• Question: is this true, if all chickens on the planet were fried and chopped up, would it fill enough bargain buckets to go to the moon and back three times?

    Asked by catterack662 to Alessandro, Angela, Claudia, Marina, Phil on 18 Mar 2013.
    • Photo: Phillip Wilkinson

      Phillip Wilkinson answered on 18 Mar 2013:


      Right…. lets do some chicken based math.

      You can chose between 6, 10 and 14 piece bargain bucket. These pieces are either chicken breast or chicken legs. Lets take the 10 piece bargain bucket as the building block for our Earth – Moon fried chicken bridge.To get these 10 pieces, (assuming 5 breasts and 5 legs) you will need 2.5 chickens.

      According to the United Nations there are 19 billion chickens in the world. So divided by 2.5 this gives us 7.6 billion chicken filled bargain buckets.
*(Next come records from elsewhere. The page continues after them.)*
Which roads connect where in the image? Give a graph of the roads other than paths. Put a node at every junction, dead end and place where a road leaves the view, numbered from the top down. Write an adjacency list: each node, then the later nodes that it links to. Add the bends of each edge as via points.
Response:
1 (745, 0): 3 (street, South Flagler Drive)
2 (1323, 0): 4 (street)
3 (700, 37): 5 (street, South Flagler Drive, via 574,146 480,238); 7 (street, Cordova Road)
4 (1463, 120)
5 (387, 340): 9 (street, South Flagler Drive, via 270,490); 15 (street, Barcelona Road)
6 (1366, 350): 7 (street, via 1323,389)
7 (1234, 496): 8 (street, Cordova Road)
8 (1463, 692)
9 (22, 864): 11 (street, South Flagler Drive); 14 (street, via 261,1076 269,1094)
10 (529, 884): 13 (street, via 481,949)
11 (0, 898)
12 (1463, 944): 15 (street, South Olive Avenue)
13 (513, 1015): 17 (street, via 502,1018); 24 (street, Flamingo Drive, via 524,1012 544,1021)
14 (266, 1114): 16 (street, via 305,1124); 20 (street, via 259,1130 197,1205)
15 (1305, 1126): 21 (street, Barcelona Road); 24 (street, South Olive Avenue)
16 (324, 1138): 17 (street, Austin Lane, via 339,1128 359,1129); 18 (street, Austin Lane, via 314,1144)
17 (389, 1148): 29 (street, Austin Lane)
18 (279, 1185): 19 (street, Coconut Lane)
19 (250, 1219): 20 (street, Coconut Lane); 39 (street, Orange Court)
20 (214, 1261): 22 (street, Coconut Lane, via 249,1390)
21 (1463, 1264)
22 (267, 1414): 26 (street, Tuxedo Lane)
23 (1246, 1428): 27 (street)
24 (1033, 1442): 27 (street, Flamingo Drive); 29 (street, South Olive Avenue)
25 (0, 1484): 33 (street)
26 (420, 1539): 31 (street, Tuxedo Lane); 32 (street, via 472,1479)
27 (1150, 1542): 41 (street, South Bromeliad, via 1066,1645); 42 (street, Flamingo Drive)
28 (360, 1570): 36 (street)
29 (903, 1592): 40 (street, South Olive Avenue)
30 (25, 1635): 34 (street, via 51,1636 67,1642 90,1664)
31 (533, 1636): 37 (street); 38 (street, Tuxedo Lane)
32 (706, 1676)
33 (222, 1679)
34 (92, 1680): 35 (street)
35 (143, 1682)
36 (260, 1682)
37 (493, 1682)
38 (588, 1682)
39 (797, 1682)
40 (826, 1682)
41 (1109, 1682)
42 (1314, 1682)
      Do not have a bargain bucket to hand, but we shall estimate that a bargain bucket is 20cm tall. So 7.6 billion times by 20 is 152 billion centimeters, or 1 520 000 kilometres.

      Now because the moons orbit of the earth is slightly elliptical (like a squashed circle), its distance away from us varies. So we shall be ambitions and take the farthest distance between Earth and the Moon at 406 000 km.

      So there we have it! Not only do we have enough chickens to fill sufficient bargain buckets to stack to the moon, we have enough to get there, back again and there once more! You are indeed right, but those poor chickens.